02 Oktober 2009

» Home » Republika » Batik dan Spirit Baru Kekayaan Lokal

Batik dan Spirit Baru Kekayaan Lokal

Di abad milenium ketiga ini, khazanah kebudayaan yang bernilai lokal nyaris tergerus. Problem ini merupakan problem akut yang telah lama mencuat kepermukaan. Lemahnya genearasi muda dalam upaya melestarikan kultur dan tradisi yang bernilai lokal setidaknya menjadi bukti sederhana bahwa rasa memiliki terhadap warisan masa lalu tidak pernah tersirat dan melekat dalam diri mereka. Akibatnya, hingga detik ini, segala kekayaan nenek moyang yang ada di negeri ini semuanya dalam kondisi stagnan dan nyaris mengalami kepunahan. Di balik itu semua, perhatian dari praktisi dan pemerhati budaya lokal masih berkutat pada wejangan dan wacana semata. Memang, tidak dapat dibantah bahwa selama ini tulisan dan analisis fenomenalogis tentang rasa keprihatinan terhadap tradisi dan kultur lokal banyak menghiasi media massa.
Akan tetapi, gerakan taktis praktis yang membumi dalam kehidupan masyarakat untuk melestarikan kultur dan tradisi lokal masih sangat kecil.

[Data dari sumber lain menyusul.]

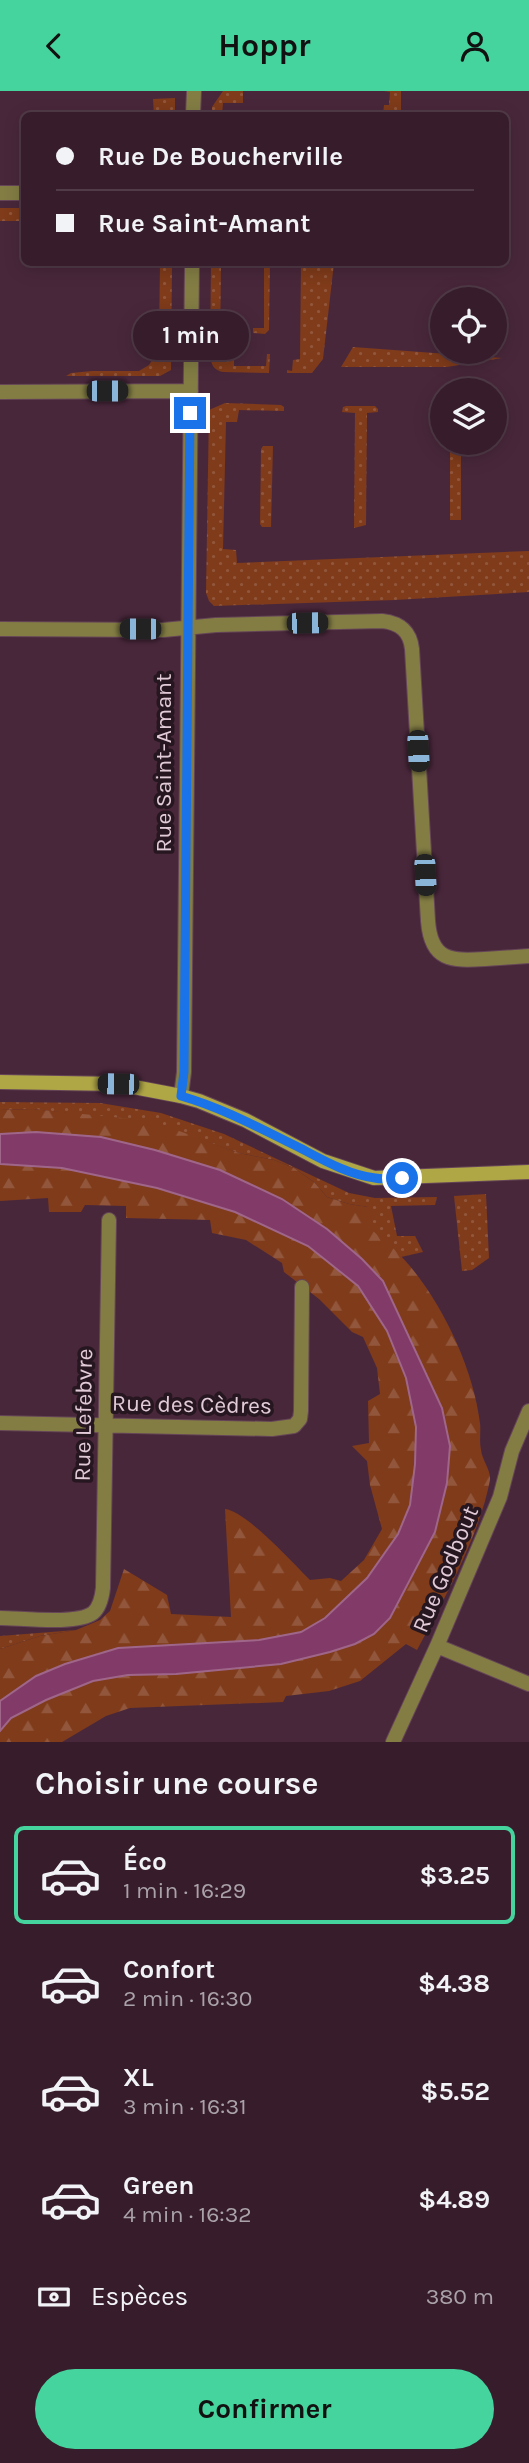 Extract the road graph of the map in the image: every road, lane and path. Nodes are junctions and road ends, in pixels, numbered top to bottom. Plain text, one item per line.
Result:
1 (194, 91) edge
2 (193, 112) edge
3 (0, 193) edge
4 (21, 193) edge
5 (192, 266) edge
6 (191, 391) junction
7 (0, 392) edge
8 (0, 629) edge
9 (187, 629) junction
10 (529, 956) edge
11 (0, 1082) edge
12 (181, 1096) junction
13 (529, 1172) edge
14 (109, 1220) dead end
15 (302, 1287) dead end
16 (529, 1411) edge
17 (0, 1423) edge
18 (106, 1425) junction
19 (0, 1618) edge
20 (437, 1646) junction
21 (529, 1683) edge
22 (393, 1742) edge

1 - 2 street
3 - 4 street
5 - 6 street, Rue Saint-Amant
6 - 7 street
6 - 9 street, Rue Saint-Amant
8 - 9 street
9 - 10 street
9 - 12 street, Rue Saint-Amant
11 - 12 street
12 - 13 street
14 - 18 street, Rue Lefebvre
15 - 18 street, Rue des Cèdres
16 - 20 street, Rue Godbout
17 - 18 street, Rue des Cèdres
18 - 19 street, Rue Lefebvre
20 - 21 street
20 - 22 street, Rue Godbout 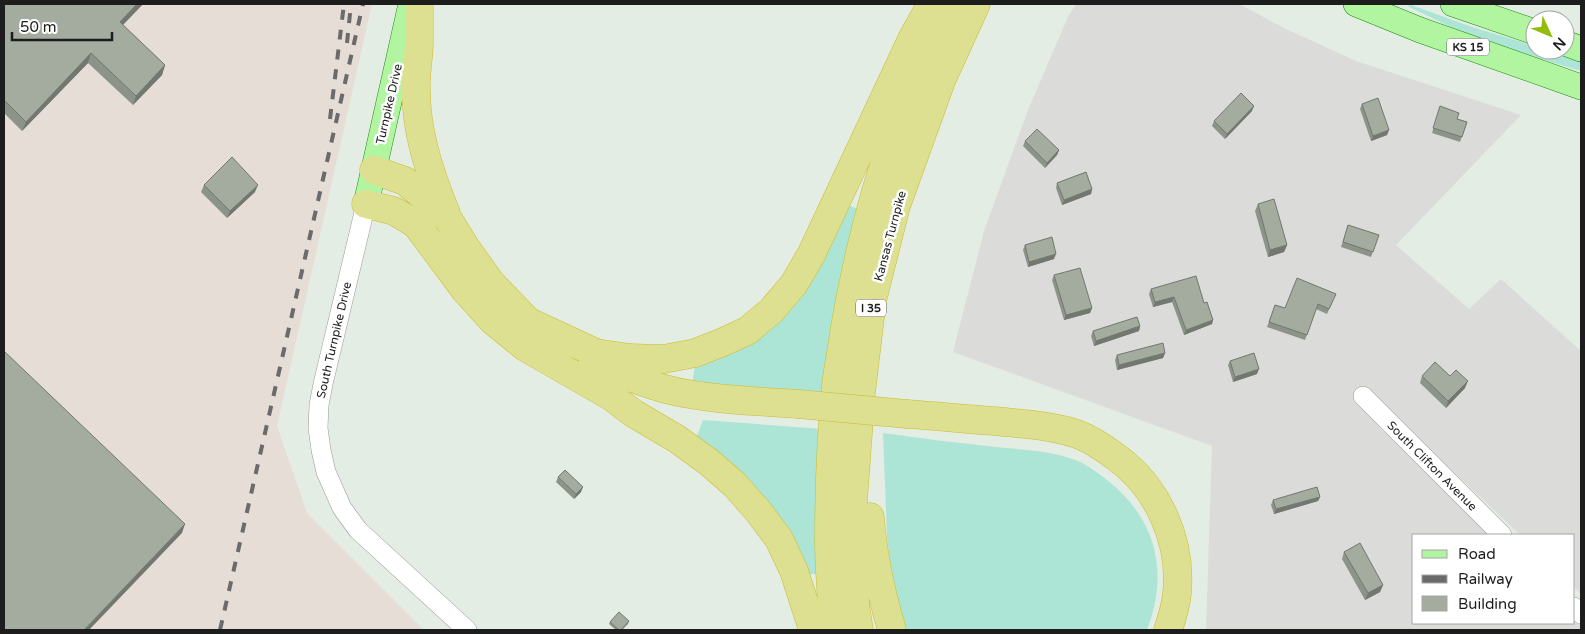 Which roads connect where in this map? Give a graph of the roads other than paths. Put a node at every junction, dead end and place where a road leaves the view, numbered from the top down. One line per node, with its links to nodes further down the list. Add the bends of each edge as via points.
1 (411, 4): 11 (main road, Turnpike Drive)
2 (419, 4): 13 (highway, via 418,117 432,179)
3 (931, 4): 14 (highway, via 812,253 794,284 772,310 747,331 694,353 664,359 630,358 596,353)
4 (950, 4): 22 (highway, Kansas Turnpike / I 35, via 900,117 871,210 851,295 836,384 830,475 829,542)
5 (976, 4): 9 (highway, Kansas Turnpike / I 35)
6 (1356, 4): 10 (main road, KS 15)
7 (1453, 4): 8 (main road)
8 (1525, 29)
9 (941, 81): 23 (highway, Kansas Turnpike / I 35, via 896,206 872,301 853,501 855,604); 24 (highway, via 900,240 881,336 873,404 868,490 872,546)
10 (1581, 87)
11 (374, 170): 12 (main road, Turnpike Drive); 13 (highway, via 405,181)
12 (366, 204): 16 (highway, via 394,211 416,224 465,290 493,321 525,347); 20 (street, South Turnpike Drive, via 319,405 321,450 326,472 342,508 358,530)
13 (448, 219): 14 (highway, via 491,283)
14 (529, 322): 17 (highway, via 591,362 627,377 661,388)
15 (1363, 396): 19 (street, South Clifton Avenue)
16 (612, 397): 17 (highway, via 699,408); 21 (highway, via 710,463 758,511 779,539 794,571)
17 (798, 410): 18 (highway, bridge)
18 (906, 419): 25 (highway, via 1060,444 1085,452 1108,466 1130,486 1147,510 1158,534 1165,561 1165,589 1160,618); 26 (highway, via 1045,426 1102,446 1126,464 1147,485 1161,508 1175,552 1177,593)
19 (1501, 534)
20 (467, 630)
21 (813, 630)
22 (834, 630)
23 (859, 630)
24 (892, 630)
25 (1154, 630)
26 (1168, 630) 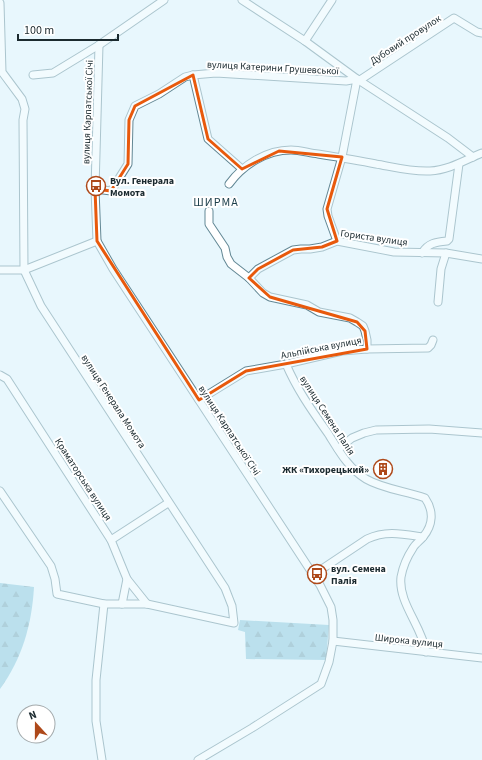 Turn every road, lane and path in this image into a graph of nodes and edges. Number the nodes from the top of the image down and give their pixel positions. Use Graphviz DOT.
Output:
graph roads {
  1 [pos="164,0"];
  2 [pos="242,0"];
  3 [pos="332,0"];
  4 [pos="0,3"];
  5 [pos="482,33"];
  6 [pos="304,41"];
  7 [pos="99,45"];
  8 [pos="33,75"];
  9 [pos="193,75"];
  10 [pos="358,80"];
  11 [pos="482,153"];
  12 [pos="342,157"];
  13 [pos="473,157"];
  14 [pos="459,164"];
  15 [pos="242,169"];
  16 [pos="229,184"];
  17 [pos="95,189"];
  18 [pos="209,211"];
  19 [pos="97,241"];
  20 [pos="337,241"];
  21 [pos="422,253"];
  22 [pos="446,253"];
  23 [pos="482,258"];
  24 [pos="0,270"];
  25 [pos="24,270"];
  26 [pos="249,278"];
  27 [pos="438,302"];
  28 [pos="433,340"];
  29 [pos="367,349"];
  30 [pos="286,364"];
  31 [pos="0,375"];
  32 [pos="199,400"];
  33 [pos="482,433"];
  34 [pos="338,448"];
  35 [pos="0,491"];
  36 [pos="168,503"];
  37 [pos="423,537"];
  38 [pos="111,540"];
  39 [pos="313,575"];
  40 [pos="127,579"];
  41 [pos="104,604"];
  42 [pos="122,604"];
  43 [pos="147,604"];
  44 [pos="333,641"];
  45 [pos="426,652"];
  46 [pos="482,658"];
  47 [pos="102,760"];
  48 [pos="198,760"];
  1 -- 7 [label="street, вулиця Карпатської Січі"];
  2 -- 6 [label="street, вулиця Катерини Грушевської"];
  3 -- 6 [label="street"];
  4 -- 25 [label="street, вулиця Генерала Момота"];
  5 -- 10 [label="street, Дубовий провулок"];
  6 -- 10 [label="street, вулиця Катерини Грушевської"];
  7 -- 8 [label="street, вулиця Карпатської Січі"];
  7 -- 17 [label="street, вулиця Карпатської Січі"];
  9 -- 10 [label="street, вулиця Катерини Грушевської"];
  9 -- 15 [label="street"];
  9 -- 17 [label="street, вулиця Катерини Грушевської"];
  10 -- 12 [label="street"];
  10 -- 13 [label="street, вулиця Катерини Грушевської"];
  11 -- 13 [label="street"];
  12 -- 14 [label="street"];
  12 -- 15 [label="street"];
  12 -- 20 [label="street"];
  13 -- 14 [label="street"];
  14 -- 21 [label="street"];
  15 -- 16 [label="street"];
  17 -- 19 [label="street, вулиця Карпатської Січі"];
  18 -- 26 [label="street, Альпійська вулиця"];
  19 -- 25 [label="street"];
  19 -- 32 [label="street, вулиця Карпатської Січі"];
  20 -- 21 [label="street, Гориста вулиця"];
  20 -- 26 [label="street, Гориста вулиця"];
  21 -- 22 [label="street, Гориста вулиця"];
  22 -- 23 [label="street, Гориста вулиця"];
  22 -- 27 [label="street"];
  24 -- 25 [label="street"];
  25 -- 36 [label="street, вулиця Генерала Момота"];
  26 -- 29 [label="street, Альпійська вулиця"];
  28 -- 29 [label="street"];
  29 -- 30 [label="street, Альпійська вулиця"];
  30 -- 32 [label="street, Альпійська вулиця"];
  30 -- 34 [label="street, вулиця Семена Палія"];
  31 -- 38 [label="street, Краматорська вулиця"];
  32 -- 39 [label="street, вулиця Карпатської Січі"];
  33 -- 34 [label="street"];
  34 -- 37 [label="street, вулиця Семена Палія"];
  35 -- 41 [label="street, вулиця Генерала Момота"];
  36 -- 38 [label="street"];
  36 -- 43 [label="street, вулиця Генерала Момота"];
  37 -- 39 [label="street"];
  37 -- 45 [label="street, вулиця Семена Палія"];
  38 -- 40 [label="street, Краматорська вулиця"];
  39 -- 44 [label="street, вулиця Карпатської Січі"];
  40 -- 42 [label="street"];
  40 -- 43 [label="street, Краматорська вулиця"];
  41 -- 42 [label="street, вулиця Генерала Момота"];
  41 -- 47 [label="street"];
  42 -- 43 [label="street, вулиця Генерала Момота"];
  44 -- 45 [label="street, Широка вулиця"];
  44 -- 48 [label="street, вулиця Карпатської Січі"];
  45 -- 46 [label="street, Широка вулиця"];
}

Akan tetapi, dari lemahnya perhatian generasi muda terhadap tradisi dan kultur lokal di atas, pemerintah ternyata telah mengambil sebuah kebijakan yang sangat fantastis, yakni mendaftarkan batik ke UNESCO untuk mendapatkan legalitas Integible Cultural Heritage (ICH) di Abu Dhabi, Uni Emirat Arab, sebagai sebuah nilai kultur yang dapat diakui oleh dunia internasional. Bahkan, dalam pengukuhan tersebut, semua yang hadir akan mengenakan batik sebagai 'tanda' memiliki nilai keistimewaan. Jika sebelumnya PBB telah mengukuhkan wayang dan keris Indonesia sebagai warisan dunia, batik pun saat ini juga menjadi warisan yang diakui oleh dunia internasional. 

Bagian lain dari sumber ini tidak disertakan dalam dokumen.